Dopo la seconda Guerra Mondiale, che non danneggiò quasi per nulla il fabbricato, non
furono molti gli interventi sull’edificio: alcuni appartamenti furono parzialmente ristrutturati
negli anni Cinquanta e Sessanta sostituendo il cotto con pavimenti in graniglia, oppure
inserendo piccoli bagni. Il lavoro di maggiore impegno fu, nel 1954, l’apertura di tre vetrine
per adibire a negozi altrettanti locali posti al pianoterra lungo via Manfredi (Licenza Edilizia
Prot. 1035 del 31 maggio 1954). La Soprintendenza espresse parere favorevole in data 3
novembre 1953, ma solo per le due vetrine verso la Biblioteca; per valutare la terza chiese
invece un disegno della facciata, probabilmente per accertarsi se la canna fumaria
rinascimentale venisse rispettata. Il nulla osta definitivo porta la data 11 dicembre 1953.

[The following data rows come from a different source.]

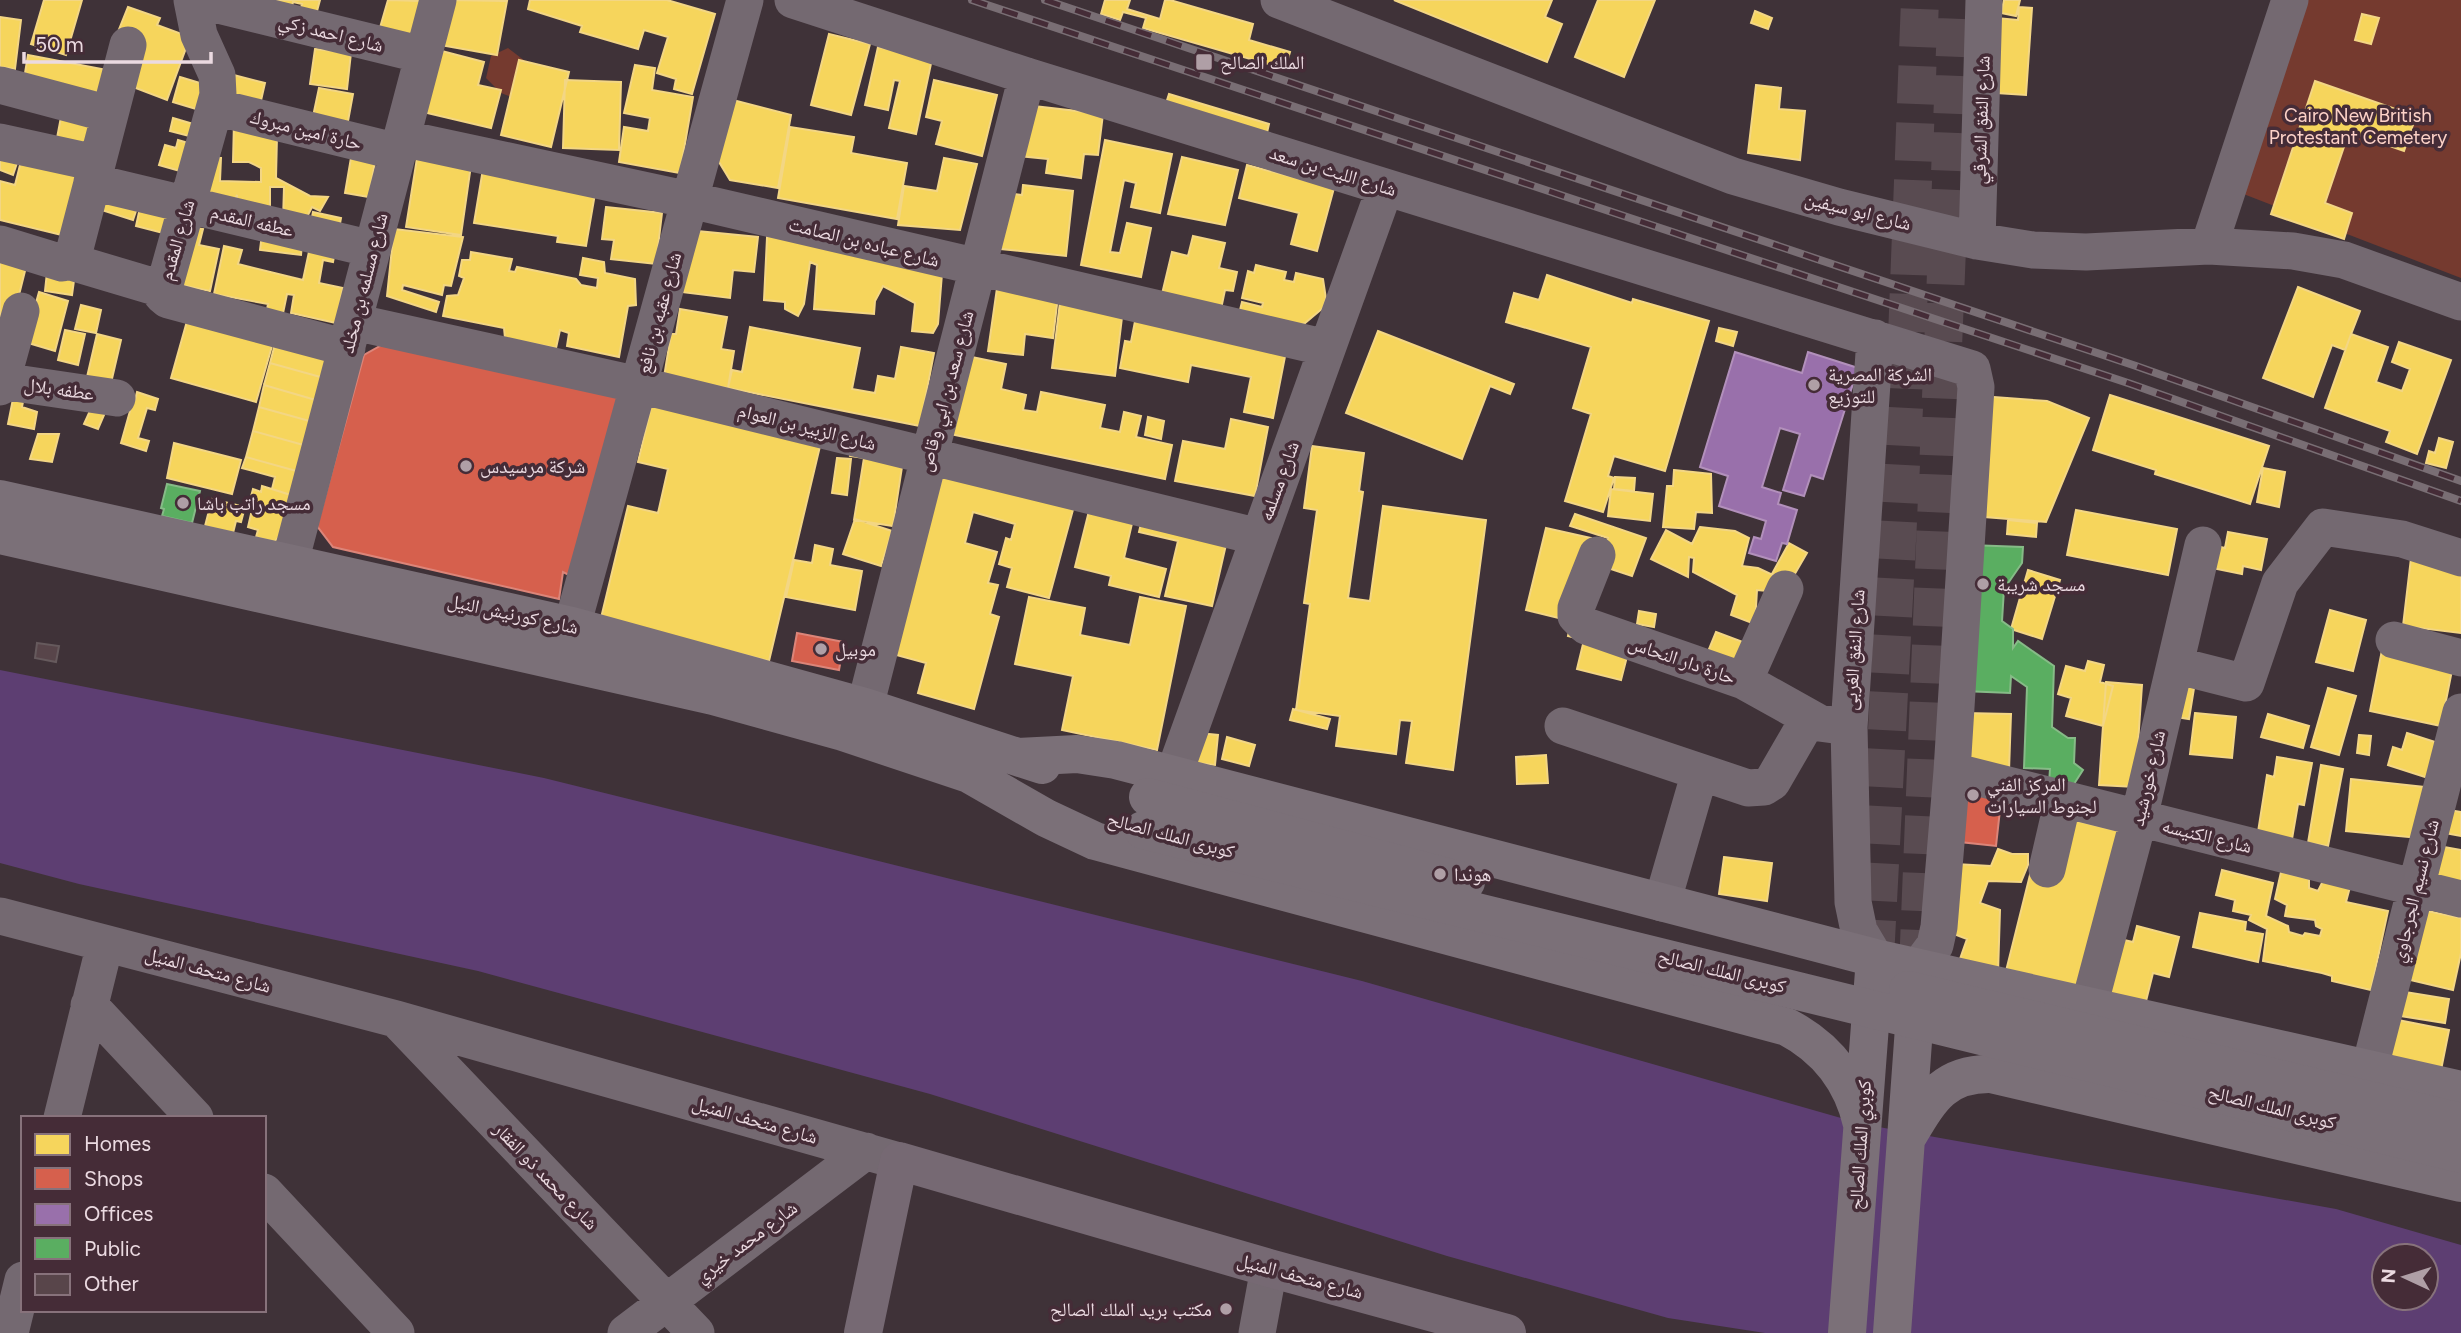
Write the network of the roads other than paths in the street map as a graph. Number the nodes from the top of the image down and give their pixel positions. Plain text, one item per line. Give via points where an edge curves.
1 (195, 0) edge
2 (438, 0) edge
3 (746, 0) edge
4 (793, 0) edge
5 (1279, 0) edge
6 (1984, 0) edge
7 (2290, 0) edge
8 (128, 45) dead end
9 (424, 55) junction
10 (1027, 76) junction
11 (0, 85) edge
12 (215, 107) junction
13 (109, 114) junction
14 (0, 142) edge
15 (399, 145) junction
16 (94, 173) junction
17 (1385, 188) junction
18 (690, 200) junction
19 (187, 205) junction
20 (1977, 241) junction
21 (0, 244) edge
22 (2209, 246) junction
23 (372, 249) junction
24 (68, 261) junction
25 (978, 269) junction
26 (162, 289) junction
27 (2461, 302) edge
28 (21, 311) dead end
29 (351, 335) junction
30 (1875, 338) junction
31 (1327, 348) junction
32 (1, 384) edge
33 (639, 385) junction
34 (117, 398) dead end
35 (929, 458) junction
36 (0, 499) edge
37 (0, 536) edge
38 (1259, 537) junction
39 (2203, 545) dead end
40 (1597, 555) dead end
41 (2461, 558) edge
42 (289, 566) junction
43 (1785, 589) dead end
44 (572, 626) junction
45 (2394, 640) dead end
46 (2461, 658) edge
47 (2175, 665) junction
48 (1744, 681) junction
49 (865, 707) junction
50 (2461, 712) edge
51 (1809, 718) junction
52 (1563, 726) dead end
53 (1849, 727) junction
54 (1018, 757) junction
55 (1952, 771) junction
56 (1700, 772) junction
57 (1174, 774) junction
58 (984, 781) junction
59 (2063, 800) junction
60 (2138, 818) junction
61 (2047, 869) dead end
62 (2416, 888) junction
63 (2461, 900) edge
64 (1662, 903) junction
65 (0, 916) edge
66 (1709, 916) junction
67 (105, 944) junction
68 (1875, 958) junction
69 (1918, 968) junction
70 (1693, 1002) junction
71 (89, 1005) junction
72 (2085, 1008) junction
73 (396, 1019) junction
74 (1849, 1069) junction
75 (2369, 1071) junction
76 (2064, 1090) junction
77 (2461, 1090) edge
78 (62, 1116) edge
79 (193, 1116) edge
80 (2461, 1122) edge
81 (1906, 1139) junction
82 (2461, 1154) edge
83 (883, 1156) junction
84 (2461, 1183) edge
85 (266, 1194) edge
86 (1269, 1268) junction
87 (21, 1288) edge
88 (667, 1302) junction
89 (10, 1333) edge
90 (396, 1333) edge
91 (626, 1333) edge
92 (696, 1333) edge
93 (863, 1333) edge
94 (1257, 1333) edge
95 (1507, 1333) edge
96 (1847, 1333) edge
97 (1892, 1333) edge

1 - 9 street, شارع احمد زكي
1 - 12 street, شارع المقدم via 199,35 217,75
2 - 9 street, شارع مسلمه بن مخلد
3 - 18 street, شارع عقبه بن نافع
4 - 10 street, شارع الليث بن سعد
5 - 20 street, شارع ابو سيفين via 1733,176
6 - 20 street, شارع النفق الشرقي
7 - 22 street
8 - 13 street
9 - 15 street, شارع مسلمه بن مخلد
10 - 17 street, شارع الليث بن سعد
10 - 25 street, شارع سعد بن ابي وقاص
11 - 13 street
12 - 15 street, حارة امين مبروك
12 - 19 street, شارع المقدم
13 - 16 street
14 - 16 street, عطفه المقدم
15 - 18 street, شارع عباده بن الصامت
15 - 23 street, شارع مسلمه بن مخلد
16 - 19 street, عطفه المقدم
16 - 24 street
17 - 30 street, شارع الليث بن سعد
17 - 31 street, شارع مسلمه
18 - 25 street, شارع عباده بن الصامت
18 - 33 street, شارع عقبه بن نافع
19 - 23 street, عطفه المقدم
19 - 26 street, شارع المقدم
20 - 22 street, شارع ابو سيفين via 2086,252
21 - 24 street
22 - 27 street, شارع ابو سيفين via 2254,246 2344,260
23 - 29 street, شارع مسلمه بن مخلد
24 - 26 street
25 - 31 street, شارع عباده بن الصامت
25 - 35 street, شارع سعد بن ابي وقاص
26 - 29 street, شارع المقدم via 168,300
28 - 32 street
29 - 33 street, شارع الزبير بن العوام
29 - 42 street, شارع مسلمه بن مخلد
30 - 53 street, شارع النفق الغربى
30 - 55 street, شارع الليث بن سعد via 1972,369 1976,387
31 - 38 street, شارع مسلمه
32 - 34 street, عطفه بلال
33 - 35 street, شارع الزبير بن العوام
33 - 44 street, شارع عقبه بن نافع
35 - 38 street, شارع الزبير بن العوام
35 - 49 street, شارع سعد بن ابي وقاص
36 - 42 highway, شارع كورنيش النيل
37 - 58 highway, شارع كورنيش النيل via 713,696 843,732
38 - 57 street, شارع مسلمه
39 - 47 street, شارع خورشيد
40 - 48 street, حارة دار النحاس via 1576,608 1579,622
41 - 47 street via 2402,539 2323,527 2280,583 2246,683
42 - 44 highway, شارع كورنيش النيل
43 - 48 street
44 - 49 highway, شارع كورنيش النيل
45 - 46 street
47 - 60 street, شارع خورشيد
48 - 51 street, حارة دار النحاس
49 - 54 highway, شارع كورنيش النيل
50 - 62 street, شارع نسيم الجرجاوي
51 - 53 street, حارة دار النحاس
51 - 56 street via 1772,782 1764,787 1748,788
52 - 56 street
53 - 68 street, شارع النفق الغربى via 1853,902 1859,931
54 - 57 highway via 1077,754
54 - 80 highway, كوبرى الملك الصالح, bridge via 1148,797 1561,907
55 - 59 street, شارع الكنيسه
55 - 69 street via 1939,927 1935,945
56 - 64 street
57 - 64 highway
58 - 70 highway via 1095,841
58 - 82 highway, كوبرى الملك الصالح, bridge via 1143,830
59 - 60 street, شارع الكنيسه
59 - 61 street
60 - 62 street, شارع الكنيسه
60 - 72 street, شارع خورشيد
62 - 63 street, شارع الكنيسه
62 - 75 street, شارع نسيم الجرجاوي
64 - 66 highway
65 - 67 street, شارع متحف المنيل
66 - 68 highway
66 - 70 highway
67 - 71 street
67 - 73 street, شارع متحف المنيل
68 - 69 highway
68 - 74 highway, كوبري الملك الصالح
69 - 72 highway
69 - 81 highway
70 - 74 highway via 1787,1027
71 - 78 street
71 - 79 street
72 - 75 highway
72 - 76 highway via 2067,1023 2056,1044 2057,1076
73 - 83 street, شارع متحف المنيل
73 - 88 street, شارع محمد ذو الفقار
74 - 96 highway, كوبري الملك الصالح via 1862,1124
75 - 77 highway
76 - 81 highway via 1970,1073 1953,1079
76 - 84 highway
81 - 97 highway
83 - 86 main road, شارع متحف المنيل
83 - 88 street, شارع محمد خيري
83 - 93 main road
85 - 90 street
86 - 94 street
86 - 95 main road, شارع متحف المنيل
87 - 89 street
88 - 91 street, شارع محمد خيري
88 - 92 street, شارع محمد ذو الفقار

Non fu invece consentita l’apertura di una finestra a destra della canna fumaria. La terza
vetrina su via Manfredi fu però aperta poco tempo dopo, a seguito della Licenza Edilizia n.
308 del 1955. All’estremità della facciata di via Manfredi, erano però ancora ben visibili le
tracce di un antico portale gotico, murato da lungo tempo. Volendo adattare a negozio
anche il salone d’angolo a pianoterra, la Padovani ottenne il permesso per riaprire e
restaurare il portale (Licenza Edilizia n. 428 del 1955). Il salone interno, che ancora
conserva il soffitto quattrocentesco a cassettoni, divenne così una latteria fino agli anni
Settanta. Dopo la scomparsa della Padovani, i successivi proprietari non ebbero molta
cura dell’antico palazzo. Da allora l’edificio è progressivamente decaduto, e si è
lentamente svuotato: guardando i calendari rimasti appesi alle pareti, si deduce che molti
appartamenti furono abbandonati fra il 1975 ed il 1988.

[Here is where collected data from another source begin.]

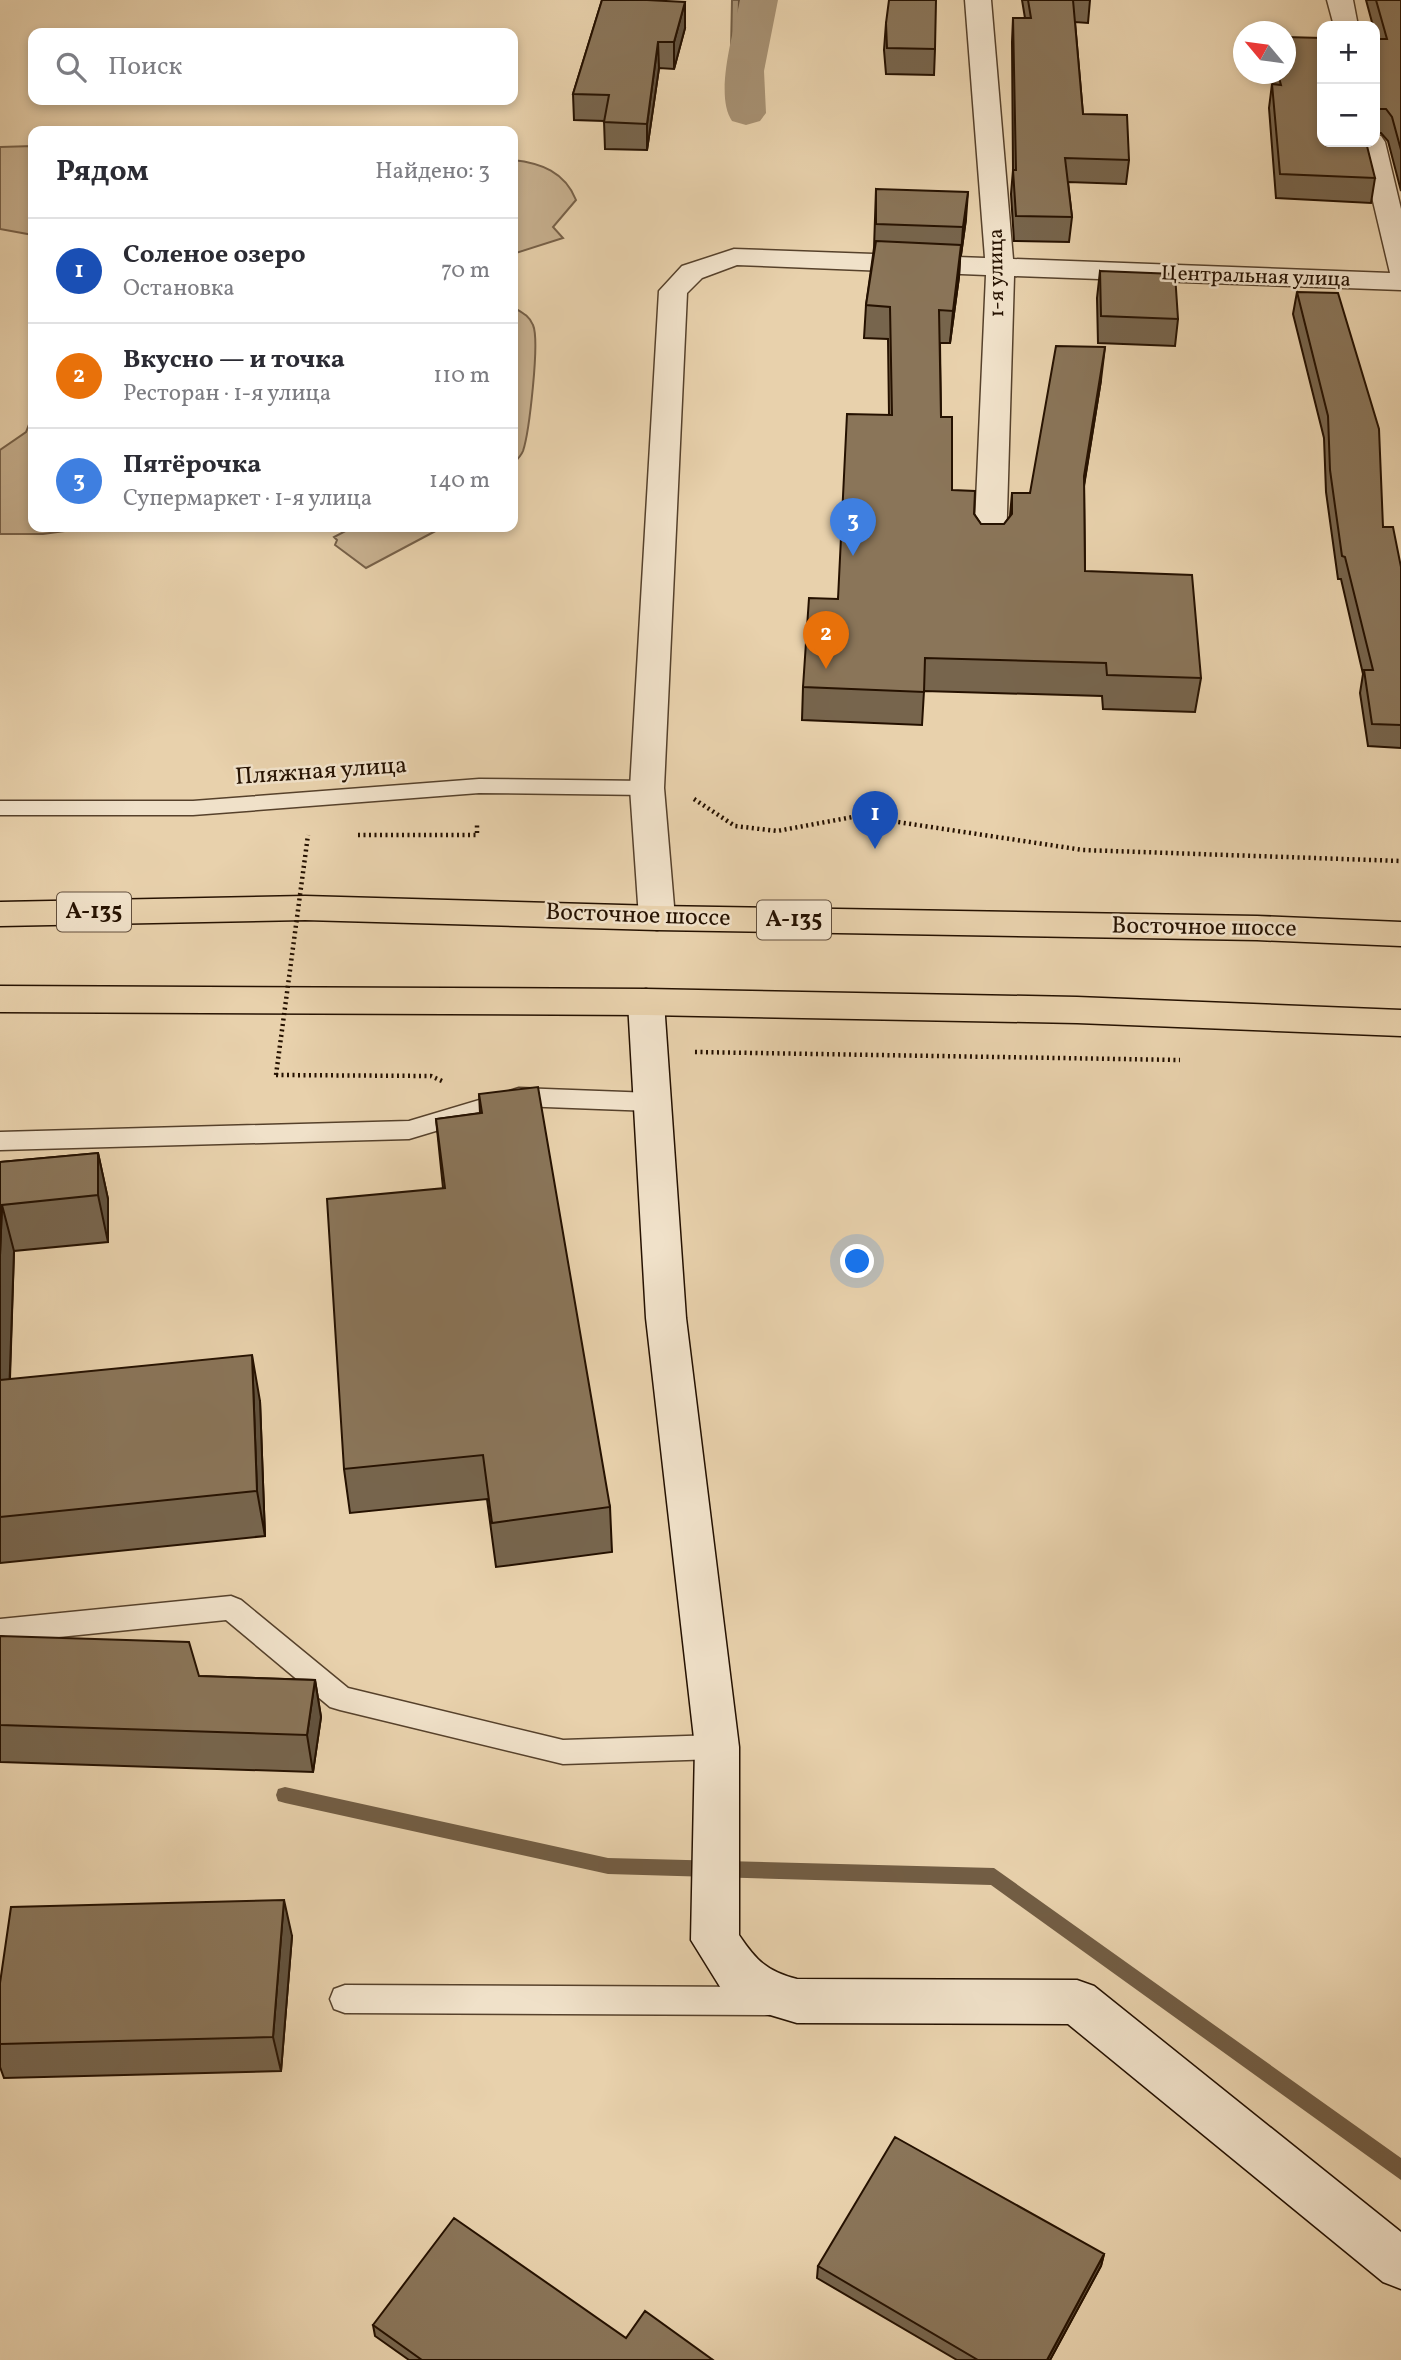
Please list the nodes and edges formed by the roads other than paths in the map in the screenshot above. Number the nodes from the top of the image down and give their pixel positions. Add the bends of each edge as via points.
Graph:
1 (978, 0) edge
2 (1340, 0) edge
3 (1345, 21) edge
4 (1373, 147) edge
5 (1000, 268) junction
6 (1401, 269) edge
7 (1401, 282) edge
8 (990, 547) edge
9 (647, 788) junction
10 (0, 808) edge
11 (0, 914) edge
12 (657, 918) junction
13 (1401, 934) edge
14 (0, 999) edge
15 (646, 1002) junction
16 (1401, 1023) edge
17 (652, 1102) junction
18 (0, 1141) edge
19 (0, 1631) edge
20 (716, 1747) junction
21 (345, 1999) dead end
22 (797, 2001) junction
23 (1401, 2264) edge

1 - 5 street, 1-я улица
2 - 3 street
4 - 6 street
5 - 7 street, Центральная улица
5 - 8 street, 1-я улица
5 - 9 street, Центральная улица via 734,257 692,272 673,291
9 - 10 lane, Пляжная улица via 479,786 192,808
9 - 12 street
11 - 12 highway, Восточное шоссе / А-135 via 305,908
12 - 13 highway, Восточное шоссе / А-135
14 - 15 highway
15 - 16 highway via 1077,1010
15 - 17 street
17 - 18 lane via 519,1097 409,1130
17 - 20 street via 666,1318
19 - 20 lane via 231,1608 340,1698 563,1752
20 - 22 street via 715,1940 739,1975 767,1993
21 - 22 lane
22 - 23 street via 1077,2002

La particolare situazione della proprietà ha fatto sì che negli ultimi anni nessuno abbia più
pensato alla manutenzione del vasto fabbricato, che è stato a lungo richiesto da numerosi
operatori immobiliari, senza che però si arrivasse alla cessione. Solo nel dicembre 2001
un gruppo di privati non faentini giunse ad un accordo con la proprietà, ma la notizia arrivò
in Comune, che subito si attivò per esercitare il diritto di prelazione motivato da interesse
pubblico (ampliamento della Biblioteca Comunale). Come una recente legge prescrive, la
Soprintendenza ai Beni Culturali ha consentito l’esercizio di tale diritto, e nel 2002 il
Comune ha così acquisito l’intero immobile per la cifra di 1.466.000 €.